- _TASK DIRECTIONS_: State how many lines of the records contain the string "Gilbert". Give the number alone.

Saved entries
╭──
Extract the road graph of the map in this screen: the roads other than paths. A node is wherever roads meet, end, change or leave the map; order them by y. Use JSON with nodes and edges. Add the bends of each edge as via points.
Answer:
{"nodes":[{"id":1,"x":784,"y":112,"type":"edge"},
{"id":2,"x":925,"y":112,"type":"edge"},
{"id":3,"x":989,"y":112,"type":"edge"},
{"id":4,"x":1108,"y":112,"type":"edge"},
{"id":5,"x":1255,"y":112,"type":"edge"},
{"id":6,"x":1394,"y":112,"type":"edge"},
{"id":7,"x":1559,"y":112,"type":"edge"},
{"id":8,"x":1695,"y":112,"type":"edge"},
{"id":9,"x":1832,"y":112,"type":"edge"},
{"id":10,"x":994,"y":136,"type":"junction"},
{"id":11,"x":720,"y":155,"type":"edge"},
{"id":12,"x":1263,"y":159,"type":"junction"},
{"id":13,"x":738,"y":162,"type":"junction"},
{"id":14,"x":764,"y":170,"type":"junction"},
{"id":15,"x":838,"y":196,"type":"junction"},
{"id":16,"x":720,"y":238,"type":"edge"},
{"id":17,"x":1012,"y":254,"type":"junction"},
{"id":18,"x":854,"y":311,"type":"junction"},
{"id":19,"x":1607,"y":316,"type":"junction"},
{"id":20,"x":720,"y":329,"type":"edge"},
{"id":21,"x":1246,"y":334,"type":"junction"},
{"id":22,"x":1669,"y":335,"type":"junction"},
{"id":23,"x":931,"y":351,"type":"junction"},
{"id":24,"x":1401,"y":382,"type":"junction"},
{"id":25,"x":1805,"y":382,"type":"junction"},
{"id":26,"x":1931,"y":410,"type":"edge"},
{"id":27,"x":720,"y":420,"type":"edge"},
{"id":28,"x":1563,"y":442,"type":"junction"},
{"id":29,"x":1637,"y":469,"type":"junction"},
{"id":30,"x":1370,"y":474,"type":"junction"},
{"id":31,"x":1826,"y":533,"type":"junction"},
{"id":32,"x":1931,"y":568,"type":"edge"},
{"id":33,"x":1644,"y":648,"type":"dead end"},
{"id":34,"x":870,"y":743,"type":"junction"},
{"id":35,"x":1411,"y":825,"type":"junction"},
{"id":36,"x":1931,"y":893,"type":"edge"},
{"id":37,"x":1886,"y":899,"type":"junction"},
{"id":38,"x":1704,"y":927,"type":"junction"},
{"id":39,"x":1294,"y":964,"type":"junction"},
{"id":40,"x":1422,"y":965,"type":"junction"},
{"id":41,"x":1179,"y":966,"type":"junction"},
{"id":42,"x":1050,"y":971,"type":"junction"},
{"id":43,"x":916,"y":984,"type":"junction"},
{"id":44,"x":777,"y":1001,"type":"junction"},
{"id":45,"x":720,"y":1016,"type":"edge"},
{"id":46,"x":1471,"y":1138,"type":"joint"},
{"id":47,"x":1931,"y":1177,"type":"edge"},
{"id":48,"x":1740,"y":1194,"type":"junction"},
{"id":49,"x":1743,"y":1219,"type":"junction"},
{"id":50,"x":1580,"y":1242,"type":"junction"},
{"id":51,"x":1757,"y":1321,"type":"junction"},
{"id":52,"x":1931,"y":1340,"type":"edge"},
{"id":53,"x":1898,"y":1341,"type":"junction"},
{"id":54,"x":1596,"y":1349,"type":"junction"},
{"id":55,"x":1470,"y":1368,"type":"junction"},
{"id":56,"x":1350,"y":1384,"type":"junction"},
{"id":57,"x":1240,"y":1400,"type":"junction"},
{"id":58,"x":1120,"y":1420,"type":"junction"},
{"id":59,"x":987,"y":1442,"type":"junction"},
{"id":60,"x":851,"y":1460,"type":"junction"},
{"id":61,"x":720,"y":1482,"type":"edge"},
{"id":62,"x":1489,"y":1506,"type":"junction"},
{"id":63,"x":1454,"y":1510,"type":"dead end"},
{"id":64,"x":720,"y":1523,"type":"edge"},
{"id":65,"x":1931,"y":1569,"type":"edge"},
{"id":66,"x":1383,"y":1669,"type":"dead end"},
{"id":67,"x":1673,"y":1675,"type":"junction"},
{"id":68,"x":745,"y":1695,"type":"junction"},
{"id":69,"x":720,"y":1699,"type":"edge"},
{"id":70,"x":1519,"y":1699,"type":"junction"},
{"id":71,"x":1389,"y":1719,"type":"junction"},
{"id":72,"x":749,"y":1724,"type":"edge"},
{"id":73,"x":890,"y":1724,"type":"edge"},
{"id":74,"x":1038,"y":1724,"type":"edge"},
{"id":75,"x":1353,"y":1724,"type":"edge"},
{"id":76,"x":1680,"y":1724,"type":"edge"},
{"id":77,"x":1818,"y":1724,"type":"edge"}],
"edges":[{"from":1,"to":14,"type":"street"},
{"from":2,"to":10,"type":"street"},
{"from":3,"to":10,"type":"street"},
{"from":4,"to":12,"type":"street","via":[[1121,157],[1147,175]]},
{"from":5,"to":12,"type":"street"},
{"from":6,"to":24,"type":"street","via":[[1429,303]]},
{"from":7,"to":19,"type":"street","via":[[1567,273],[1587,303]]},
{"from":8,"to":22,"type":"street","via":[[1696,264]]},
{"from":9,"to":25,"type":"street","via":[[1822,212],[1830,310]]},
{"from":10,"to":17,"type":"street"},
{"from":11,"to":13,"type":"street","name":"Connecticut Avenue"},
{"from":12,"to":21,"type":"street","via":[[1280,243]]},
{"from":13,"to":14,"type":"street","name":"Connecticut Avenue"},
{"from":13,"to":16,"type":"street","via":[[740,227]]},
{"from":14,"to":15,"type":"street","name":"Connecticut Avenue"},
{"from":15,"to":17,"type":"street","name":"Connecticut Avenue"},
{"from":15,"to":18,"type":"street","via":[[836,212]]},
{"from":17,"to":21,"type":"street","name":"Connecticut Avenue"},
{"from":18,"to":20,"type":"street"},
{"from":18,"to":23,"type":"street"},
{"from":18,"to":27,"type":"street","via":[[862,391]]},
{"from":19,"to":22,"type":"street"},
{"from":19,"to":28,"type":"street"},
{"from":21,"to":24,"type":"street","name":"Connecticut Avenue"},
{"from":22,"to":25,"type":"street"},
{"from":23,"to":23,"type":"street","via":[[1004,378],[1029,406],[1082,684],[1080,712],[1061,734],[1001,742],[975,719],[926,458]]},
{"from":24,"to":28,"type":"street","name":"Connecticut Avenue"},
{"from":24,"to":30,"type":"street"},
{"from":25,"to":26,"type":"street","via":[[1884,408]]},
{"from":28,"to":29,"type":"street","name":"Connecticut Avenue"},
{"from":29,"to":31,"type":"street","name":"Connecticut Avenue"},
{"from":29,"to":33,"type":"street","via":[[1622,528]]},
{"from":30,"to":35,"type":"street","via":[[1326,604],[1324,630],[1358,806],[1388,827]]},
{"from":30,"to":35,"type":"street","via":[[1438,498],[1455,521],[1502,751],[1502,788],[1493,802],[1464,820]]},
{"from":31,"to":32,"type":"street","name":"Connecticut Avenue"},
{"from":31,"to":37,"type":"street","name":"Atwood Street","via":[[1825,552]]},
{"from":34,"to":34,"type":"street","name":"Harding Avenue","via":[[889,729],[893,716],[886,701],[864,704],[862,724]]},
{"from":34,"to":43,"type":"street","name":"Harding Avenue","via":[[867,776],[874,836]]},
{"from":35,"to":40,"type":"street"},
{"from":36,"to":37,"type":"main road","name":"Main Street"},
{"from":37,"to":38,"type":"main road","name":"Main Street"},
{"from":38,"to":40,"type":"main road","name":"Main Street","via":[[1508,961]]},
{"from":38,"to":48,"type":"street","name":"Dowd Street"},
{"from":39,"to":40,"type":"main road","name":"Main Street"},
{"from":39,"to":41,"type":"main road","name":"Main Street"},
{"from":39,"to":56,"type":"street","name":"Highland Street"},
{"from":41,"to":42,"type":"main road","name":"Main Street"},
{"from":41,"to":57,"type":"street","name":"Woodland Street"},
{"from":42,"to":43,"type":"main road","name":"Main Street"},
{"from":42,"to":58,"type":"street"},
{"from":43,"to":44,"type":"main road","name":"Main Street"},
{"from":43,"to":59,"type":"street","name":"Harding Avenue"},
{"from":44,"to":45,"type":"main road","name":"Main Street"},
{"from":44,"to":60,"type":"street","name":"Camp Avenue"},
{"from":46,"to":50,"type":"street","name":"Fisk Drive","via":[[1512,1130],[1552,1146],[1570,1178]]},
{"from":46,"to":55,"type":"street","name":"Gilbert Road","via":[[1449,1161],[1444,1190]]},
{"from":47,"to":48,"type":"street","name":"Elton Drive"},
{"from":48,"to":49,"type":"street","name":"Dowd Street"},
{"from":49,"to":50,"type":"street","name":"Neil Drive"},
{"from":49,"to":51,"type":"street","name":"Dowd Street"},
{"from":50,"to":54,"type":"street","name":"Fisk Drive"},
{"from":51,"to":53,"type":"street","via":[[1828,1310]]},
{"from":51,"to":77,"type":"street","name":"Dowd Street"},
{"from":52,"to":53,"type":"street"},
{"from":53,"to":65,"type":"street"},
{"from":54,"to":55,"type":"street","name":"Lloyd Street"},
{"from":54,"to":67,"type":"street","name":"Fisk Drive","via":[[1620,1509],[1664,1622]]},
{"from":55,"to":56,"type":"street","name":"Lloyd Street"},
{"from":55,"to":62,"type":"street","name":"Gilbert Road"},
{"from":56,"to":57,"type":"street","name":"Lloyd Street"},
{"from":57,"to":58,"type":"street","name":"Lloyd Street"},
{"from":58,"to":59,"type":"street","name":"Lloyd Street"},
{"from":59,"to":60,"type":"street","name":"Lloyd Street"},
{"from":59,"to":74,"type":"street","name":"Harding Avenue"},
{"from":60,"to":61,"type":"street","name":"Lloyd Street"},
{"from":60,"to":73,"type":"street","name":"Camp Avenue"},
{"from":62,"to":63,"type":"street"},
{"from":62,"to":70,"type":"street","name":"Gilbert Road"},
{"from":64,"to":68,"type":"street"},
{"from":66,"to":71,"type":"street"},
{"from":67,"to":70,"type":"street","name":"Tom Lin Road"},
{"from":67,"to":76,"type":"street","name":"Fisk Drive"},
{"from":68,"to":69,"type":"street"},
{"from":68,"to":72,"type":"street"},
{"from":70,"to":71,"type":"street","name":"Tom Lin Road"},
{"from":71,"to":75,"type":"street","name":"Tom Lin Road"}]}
╰──
- _TASK RESPONSE_: 3